8: Alejandro Jodorowsky's Dune
“A lot of people have tried to film Dune. They all failed,” stated the opus’s author, Frank Herbert – after David Lynch’s noble effort reached the screen in 1984. A more promising adaptation was proposed in the mid seventies, with Chilean director Alejandro Jodorowsky overseeing production designs by H.R. Giger, British artist Chris Foss, and French comic book artist Jean ‘Moebius’ Giraud. Among Jodorowsky’s more outlandish ideas was offering the role of Emperor Shaddam IV to Salvador Dali, at a previously unheard-of salary of $100,000 per hour. Perhaps unsurprisingly, financing on the film fizzled. However, the two extant adaptations – Lynch’s, and a successful 2000 miniseries – will be joined, in 2010, by a third, with The Kingdom director Peter Berg at the helm.

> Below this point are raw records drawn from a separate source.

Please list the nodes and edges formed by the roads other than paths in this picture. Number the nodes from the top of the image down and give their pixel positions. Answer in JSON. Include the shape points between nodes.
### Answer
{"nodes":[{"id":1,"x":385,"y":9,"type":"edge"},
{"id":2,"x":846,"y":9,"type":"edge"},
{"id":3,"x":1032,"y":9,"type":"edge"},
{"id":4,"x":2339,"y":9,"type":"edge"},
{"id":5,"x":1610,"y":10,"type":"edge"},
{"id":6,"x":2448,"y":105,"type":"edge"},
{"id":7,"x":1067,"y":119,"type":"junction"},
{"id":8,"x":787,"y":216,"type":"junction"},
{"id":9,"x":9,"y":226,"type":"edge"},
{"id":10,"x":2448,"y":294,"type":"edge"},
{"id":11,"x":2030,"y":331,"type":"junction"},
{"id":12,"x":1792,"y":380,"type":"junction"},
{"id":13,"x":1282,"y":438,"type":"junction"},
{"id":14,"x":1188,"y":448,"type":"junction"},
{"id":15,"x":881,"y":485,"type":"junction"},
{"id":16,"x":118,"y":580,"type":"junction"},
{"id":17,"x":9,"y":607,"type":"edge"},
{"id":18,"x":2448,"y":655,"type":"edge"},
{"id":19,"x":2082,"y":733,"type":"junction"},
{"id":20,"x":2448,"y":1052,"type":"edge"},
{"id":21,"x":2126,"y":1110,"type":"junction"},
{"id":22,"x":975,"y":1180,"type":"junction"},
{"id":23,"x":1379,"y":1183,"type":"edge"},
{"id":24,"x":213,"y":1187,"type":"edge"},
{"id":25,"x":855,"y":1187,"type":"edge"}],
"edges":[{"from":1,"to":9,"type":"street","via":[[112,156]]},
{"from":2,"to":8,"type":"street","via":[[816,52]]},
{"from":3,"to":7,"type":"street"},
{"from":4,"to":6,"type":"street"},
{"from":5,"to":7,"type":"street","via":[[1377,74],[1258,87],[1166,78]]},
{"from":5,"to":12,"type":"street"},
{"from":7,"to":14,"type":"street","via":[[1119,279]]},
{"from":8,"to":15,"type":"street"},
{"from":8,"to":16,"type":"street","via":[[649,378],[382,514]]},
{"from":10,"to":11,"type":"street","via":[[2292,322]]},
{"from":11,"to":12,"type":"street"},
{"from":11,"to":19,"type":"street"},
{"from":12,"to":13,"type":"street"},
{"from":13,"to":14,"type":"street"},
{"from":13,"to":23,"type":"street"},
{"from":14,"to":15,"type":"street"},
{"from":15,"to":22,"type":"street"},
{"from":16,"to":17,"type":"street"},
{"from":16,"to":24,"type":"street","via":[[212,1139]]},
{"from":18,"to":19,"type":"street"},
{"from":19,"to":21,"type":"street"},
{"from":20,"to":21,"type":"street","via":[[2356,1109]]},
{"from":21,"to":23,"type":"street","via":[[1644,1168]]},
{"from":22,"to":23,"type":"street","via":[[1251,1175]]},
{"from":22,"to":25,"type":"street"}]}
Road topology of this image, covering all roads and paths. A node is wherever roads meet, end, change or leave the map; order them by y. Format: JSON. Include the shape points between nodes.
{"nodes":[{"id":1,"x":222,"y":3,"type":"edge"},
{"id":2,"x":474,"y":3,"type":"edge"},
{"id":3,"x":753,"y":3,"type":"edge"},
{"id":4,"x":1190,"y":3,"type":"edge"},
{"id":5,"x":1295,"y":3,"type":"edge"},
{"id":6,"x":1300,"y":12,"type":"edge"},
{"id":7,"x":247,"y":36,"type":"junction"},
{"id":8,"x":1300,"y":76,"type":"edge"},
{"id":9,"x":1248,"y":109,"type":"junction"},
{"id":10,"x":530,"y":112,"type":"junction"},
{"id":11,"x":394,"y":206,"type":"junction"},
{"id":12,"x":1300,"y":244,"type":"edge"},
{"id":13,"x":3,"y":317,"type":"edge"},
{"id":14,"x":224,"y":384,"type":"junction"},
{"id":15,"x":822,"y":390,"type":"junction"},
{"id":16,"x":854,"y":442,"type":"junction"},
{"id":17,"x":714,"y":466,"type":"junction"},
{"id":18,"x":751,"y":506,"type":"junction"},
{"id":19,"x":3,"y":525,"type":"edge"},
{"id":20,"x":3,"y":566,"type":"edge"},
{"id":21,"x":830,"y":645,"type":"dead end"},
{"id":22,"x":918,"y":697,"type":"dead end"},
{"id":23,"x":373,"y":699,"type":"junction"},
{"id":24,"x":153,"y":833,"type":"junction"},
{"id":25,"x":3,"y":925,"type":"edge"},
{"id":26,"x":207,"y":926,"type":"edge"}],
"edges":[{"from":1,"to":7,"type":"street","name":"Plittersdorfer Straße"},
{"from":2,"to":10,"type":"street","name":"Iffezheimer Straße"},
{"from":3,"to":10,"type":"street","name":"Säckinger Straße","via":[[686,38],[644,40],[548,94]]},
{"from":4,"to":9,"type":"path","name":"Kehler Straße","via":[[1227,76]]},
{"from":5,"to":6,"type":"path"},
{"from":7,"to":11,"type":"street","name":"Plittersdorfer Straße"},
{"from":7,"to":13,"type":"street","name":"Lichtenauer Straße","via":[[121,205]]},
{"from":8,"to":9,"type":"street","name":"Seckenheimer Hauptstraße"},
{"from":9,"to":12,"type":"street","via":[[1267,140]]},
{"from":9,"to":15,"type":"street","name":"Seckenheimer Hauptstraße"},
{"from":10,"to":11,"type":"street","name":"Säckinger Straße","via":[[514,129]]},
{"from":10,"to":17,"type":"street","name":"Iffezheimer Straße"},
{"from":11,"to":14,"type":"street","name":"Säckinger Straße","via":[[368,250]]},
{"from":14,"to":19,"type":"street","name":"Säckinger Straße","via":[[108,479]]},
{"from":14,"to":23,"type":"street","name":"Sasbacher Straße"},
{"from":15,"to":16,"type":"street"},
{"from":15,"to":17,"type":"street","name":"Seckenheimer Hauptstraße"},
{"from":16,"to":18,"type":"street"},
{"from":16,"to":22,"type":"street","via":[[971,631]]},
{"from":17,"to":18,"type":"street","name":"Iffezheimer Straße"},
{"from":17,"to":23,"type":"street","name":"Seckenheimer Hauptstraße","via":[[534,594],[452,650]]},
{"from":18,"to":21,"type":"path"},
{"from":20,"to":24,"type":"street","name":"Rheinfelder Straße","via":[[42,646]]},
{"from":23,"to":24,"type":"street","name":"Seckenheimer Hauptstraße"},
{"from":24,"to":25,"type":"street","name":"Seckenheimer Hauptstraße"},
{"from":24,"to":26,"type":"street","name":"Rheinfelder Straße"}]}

9: Ridley Scott's I am Legend
Despite half a billion dollars in box office earnings, last year’s film version of Richard Matheson’s thrilling 1954 vampire novel, starring Will Smith, is only half a good movie (the first half, before the unconvincing computer-generated creatures show up). Far more promising was Ridley Scott’s 2000 adaptation, with Arnold Schwarzenegger roaming a deserted San Francisco hunting the nightmarish creatures which the rest of the population has become. Despite many script drafts, spectacular production designs, ambitious effects tests and a scheduled start date, Arnie’s waning box office clout led Warner Bros. to get cold feet. Star and director both walked – Arnie to Washington as governor of California, Scott to ancient Rome as director of Gladiator.
10: The Outer Limits
Following the success of Species (three sequels and counting) and Stargate (two successful TV spin-offs so far), MGM planned a big-screen revival of its most famous sci-fi brand, the classic TV anthology The Outer Limits. An outbreak of a terrifying ‘sleepy sickness’ puts 99.9% of the world’s population into comas, preparing the planet for a hostile takeover by aliens who’ve studied human behaviour closely enough to know that the best way to spread the disease is through infected currency. With echoes of Outbreak, Signs, and the John Mills version of Quatermass, The Outer Limits could be a future sci-fi blockbuster, if Tom Cruise – whose newly-revived United Artists now holds the rights – decides to follow Minority Report and Wars of the Worlds with a third foray into science fiction territory (his religious views aside).